(Stored data entries)
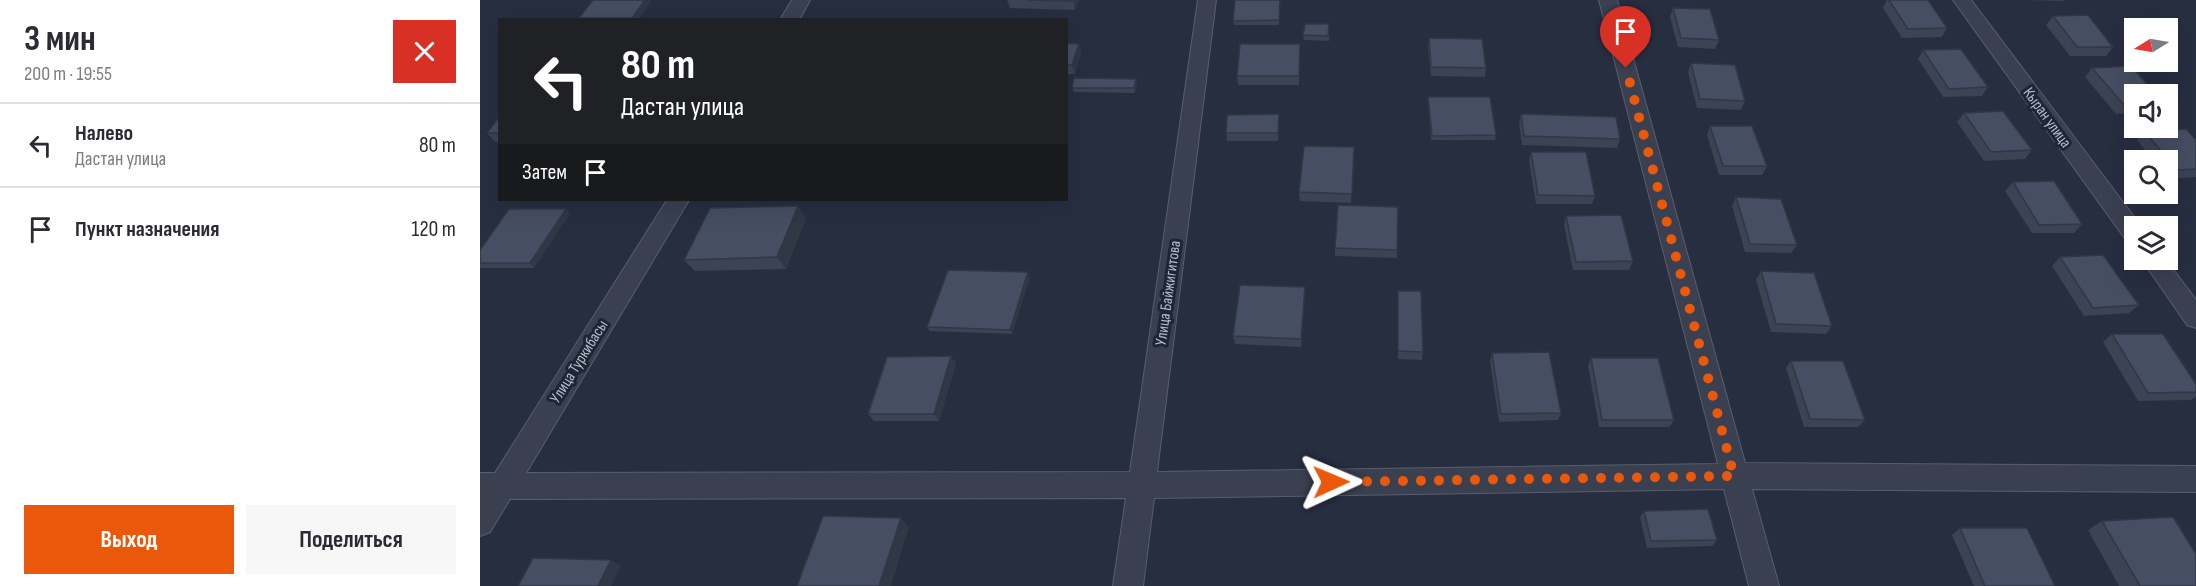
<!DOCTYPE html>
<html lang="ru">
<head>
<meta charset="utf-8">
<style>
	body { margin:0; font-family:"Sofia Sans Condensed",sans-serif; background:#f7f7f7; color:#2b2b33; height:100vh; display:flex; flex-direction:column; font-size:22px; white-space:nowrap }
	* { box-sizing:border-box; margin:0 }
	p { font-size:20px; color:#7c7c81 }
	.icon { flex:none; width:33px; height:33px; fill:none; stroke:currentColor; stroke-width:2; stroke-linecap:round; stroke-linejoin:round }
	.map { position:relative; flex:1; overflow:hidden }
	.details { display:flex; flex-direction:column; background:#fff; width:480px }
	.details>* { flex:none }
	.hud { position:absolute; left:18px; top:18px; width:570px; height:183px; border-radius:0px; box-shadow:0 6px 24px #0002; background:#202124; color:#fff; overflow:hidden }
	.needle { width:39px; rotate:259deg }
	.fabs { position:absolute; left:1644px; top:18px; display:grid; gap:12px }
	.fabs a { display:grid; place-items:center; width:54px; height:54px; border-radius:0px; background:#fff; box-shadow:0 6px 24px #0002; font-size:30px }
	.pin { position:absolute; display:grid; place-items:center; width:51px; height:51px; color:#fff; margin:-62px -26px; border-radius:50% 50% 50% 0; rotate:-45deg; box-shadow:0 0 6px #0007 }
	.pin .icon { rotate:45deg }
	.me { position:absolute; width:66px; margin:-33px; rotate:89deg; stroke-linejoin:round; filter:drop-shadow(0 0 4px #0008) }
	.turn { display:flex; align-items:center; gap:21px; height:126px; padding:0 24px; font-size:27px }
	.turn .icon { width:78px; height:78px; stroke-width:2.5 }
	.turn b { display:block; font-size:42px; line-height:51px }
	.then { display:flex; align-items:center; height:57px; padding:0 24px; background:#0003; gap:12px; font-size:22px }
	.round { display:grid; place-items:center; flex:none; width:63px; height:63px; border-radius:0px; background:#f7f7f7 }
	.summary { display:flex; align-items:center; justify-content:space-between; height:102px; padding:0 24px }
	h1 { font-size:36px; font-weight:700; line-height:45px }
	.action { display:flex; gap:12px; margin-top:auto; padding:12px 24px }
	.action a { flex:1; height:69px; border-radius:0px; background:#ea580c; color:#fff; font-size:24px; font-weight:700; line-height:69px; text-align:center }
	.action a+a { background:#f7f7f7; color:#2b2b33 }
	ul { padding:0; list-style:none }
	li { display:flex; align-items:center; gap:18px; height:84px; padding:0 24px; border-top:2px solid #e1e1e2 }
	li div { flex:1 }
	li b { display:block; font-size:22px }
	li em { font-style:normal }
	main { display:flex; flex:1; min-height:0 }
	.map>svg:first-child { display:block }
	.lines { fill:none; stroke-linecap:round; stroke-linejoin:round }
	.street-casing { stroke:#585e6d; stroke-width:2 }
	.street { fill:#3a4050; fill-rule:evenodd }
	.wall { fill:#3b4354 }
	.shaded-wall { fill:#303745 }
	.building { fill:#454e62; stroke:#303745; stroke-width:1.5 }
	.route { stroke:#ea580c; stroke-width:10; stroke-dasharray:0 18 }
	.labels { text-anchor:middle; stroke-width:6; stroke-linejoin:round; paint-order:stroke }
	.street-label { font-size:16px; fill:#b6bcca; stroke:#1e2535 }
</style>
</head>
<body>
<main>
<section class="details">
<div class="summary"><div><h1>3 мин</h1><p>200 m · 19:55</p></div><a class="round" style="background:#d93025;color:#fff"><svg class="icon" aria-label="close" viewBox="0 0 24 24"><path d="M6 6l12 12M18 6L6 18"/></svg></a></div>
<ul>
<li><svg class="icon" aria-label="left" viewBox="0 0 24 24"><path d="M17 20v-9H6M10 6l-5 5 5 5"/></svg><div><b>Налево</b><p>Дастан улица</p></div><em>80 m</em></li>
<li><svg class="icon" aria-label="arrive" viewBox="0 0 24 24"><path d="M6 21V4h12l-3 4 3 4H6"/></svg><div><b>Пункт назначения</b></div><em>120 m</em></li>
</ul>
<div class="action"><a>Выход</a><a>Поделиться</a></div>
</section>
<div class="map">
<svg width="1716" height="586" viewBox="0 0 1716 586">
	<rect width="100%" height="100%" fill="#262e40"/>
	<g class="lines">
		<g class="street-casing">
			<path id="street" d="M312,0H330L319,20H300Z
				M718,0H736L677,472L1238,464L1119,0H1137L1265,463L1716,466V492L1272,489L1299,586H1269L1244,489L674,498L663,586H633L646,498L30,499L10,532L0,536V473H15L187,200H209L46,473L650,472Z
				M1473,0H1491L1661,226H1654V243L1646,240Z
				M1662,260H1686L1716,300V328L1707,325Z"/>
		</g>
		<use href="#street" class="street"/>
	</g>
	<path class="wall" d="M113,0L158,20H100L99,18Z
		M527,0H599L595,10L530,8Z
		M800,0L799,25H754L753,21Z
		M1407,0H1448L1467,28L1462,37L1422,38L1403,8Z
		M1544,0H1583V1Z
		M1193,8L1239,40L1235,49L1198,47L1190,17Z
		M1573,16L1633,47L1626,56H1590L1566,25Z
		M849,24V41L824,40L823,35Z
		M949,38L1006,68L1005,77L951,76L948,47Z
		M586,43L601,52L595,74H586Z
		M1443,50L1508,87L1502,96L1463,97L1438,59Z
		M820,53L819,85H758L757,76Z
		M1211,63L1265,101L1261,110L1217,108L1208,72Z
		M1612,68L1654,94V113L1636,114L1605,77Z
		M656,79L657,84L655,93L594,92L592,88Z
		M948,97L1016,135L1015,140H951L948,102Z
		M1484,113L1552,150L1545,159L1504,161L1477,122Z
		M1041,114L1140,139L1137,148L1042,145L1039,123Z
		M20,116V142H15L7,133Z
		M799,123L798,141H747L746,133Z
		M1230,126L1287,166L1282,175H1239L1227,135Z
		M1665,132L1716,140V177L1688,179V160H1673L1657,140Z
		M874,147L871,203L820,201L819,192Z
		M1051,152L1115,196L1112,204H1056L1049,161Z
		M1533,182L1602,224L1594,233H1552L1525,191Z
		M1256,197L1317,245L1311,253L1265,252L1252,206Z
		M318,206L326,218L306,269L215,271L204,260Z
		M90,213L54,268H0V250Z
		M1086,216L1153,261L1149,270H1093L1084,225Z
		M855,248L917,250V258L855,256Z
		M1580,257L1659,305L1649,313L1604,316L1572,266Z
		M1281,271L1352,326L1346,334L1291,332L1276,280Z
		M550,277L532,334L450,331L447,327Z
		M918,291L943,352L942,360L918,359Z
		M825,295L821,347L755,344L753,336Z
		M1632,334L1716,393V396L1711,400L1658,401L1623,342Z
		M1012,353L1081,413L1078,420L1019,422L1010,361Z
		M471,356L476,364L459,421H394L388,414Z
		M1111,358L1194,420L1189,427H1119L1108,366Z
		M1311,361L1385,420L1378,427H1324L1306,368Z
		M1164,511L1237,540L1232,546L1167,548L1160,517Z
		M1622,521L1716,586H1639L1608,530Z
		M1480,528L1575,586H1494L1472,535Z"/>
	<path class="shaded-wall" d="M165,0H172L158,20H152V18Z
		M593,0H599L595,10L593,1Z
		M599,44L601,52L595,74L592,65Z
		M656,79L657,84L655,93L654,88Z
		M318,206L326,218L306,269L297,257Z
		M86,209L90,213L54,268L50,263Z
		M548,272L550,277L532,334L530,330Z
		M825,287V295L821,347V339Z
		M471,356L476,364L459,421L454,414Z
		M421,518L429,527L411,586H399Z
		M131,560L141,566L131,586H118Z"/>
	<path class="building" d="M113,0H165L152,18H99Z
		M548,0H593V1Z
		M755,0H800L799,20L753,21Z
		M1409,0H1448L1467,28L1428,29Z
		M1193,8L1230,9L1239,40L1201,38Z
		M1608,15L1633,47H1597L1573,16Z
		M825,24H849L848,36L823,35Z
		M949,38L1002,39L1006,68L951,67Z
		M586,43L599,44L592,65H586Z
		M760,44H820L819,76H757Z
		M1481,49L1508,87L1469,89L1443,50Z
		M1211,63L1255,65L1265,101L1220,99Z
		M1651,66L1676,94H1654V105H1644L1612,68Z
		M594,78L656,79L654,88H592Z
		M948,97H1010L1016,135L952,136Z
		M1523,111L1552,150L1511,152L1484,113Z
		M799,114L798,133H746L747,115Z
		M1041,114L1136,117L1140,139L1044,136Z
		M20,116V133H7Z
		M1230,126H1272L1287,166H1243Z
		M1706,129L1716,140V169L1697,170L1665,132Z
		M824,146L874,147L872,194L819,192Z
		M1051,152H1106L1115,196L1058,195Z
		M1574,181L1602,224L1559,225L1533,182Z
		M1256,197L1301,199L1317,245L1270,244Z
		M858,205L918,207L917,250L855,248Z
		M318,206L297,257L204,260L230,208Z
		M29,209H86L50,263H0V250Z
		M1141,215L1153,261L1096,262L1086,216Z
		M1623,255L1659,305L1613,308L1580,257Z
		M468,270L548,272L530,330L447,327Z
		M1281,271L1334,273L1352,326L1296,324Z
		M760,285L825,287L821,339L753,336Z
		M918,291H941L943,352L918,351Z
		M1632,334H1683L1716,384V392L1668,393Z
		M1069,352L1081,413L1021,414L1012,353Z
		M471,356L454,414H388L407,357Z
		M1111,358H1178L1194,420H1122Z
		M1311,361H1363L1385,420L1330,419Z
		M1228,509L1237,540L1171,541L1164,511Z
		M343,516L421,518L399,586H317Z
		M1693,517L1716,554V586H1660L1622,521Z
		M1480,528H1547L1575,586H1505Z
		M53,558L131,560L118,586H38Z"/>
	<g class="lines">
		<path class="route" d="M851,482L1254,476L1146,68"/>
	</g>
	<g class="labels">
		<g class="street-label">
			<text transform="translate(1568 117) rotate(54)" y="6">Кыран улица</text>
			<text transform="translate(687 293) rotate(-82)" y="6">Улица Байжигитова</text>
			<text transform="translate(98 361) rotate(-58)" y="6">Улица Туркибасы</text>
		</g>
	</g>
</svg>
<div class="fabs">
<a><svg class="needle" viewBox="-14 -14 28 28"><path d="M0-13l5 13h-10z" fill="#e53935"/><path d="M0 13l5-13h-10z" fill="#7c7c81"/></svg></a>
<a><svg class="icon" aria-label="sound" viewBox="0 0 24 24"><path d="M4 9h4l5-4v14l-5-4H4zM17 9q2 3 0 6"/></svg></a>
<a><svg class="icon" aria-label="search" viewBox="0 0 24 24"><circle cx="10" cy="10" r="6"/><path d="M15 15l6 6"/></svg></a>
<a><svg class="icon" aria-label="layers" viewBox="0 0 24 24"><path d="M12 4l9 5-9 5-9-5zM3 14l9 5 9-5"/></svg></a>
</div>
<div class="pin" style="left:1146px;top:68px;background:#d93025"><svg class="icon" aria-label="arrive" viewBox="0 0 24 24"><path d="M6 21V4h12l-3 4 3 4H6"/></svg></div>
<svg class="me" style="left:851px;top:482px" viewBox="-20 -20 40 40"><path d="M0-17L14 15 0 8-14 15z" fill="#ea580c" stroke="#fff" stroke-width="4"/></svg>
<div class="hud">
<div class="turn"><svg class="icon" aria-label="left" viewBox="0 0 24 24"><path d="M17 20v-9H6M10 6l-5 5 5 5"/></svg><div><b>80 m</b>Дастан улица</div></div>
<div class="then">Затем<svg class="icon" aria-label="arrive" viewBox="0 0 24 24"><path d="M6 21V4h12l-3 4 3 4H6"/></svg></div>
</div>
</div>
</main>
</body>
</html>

Work order: Extract all lines of the records above that include "overflow".

Written answer:
	.map { position:relative; flex:1; overflow:hidden }
	.hud { position:absolute; left:18px; top:18px; width:570px; height:183px; border-radius:0px; box-shadow:0 6px 24px #0002; background:#202124; color:#fff; overflow:hidden }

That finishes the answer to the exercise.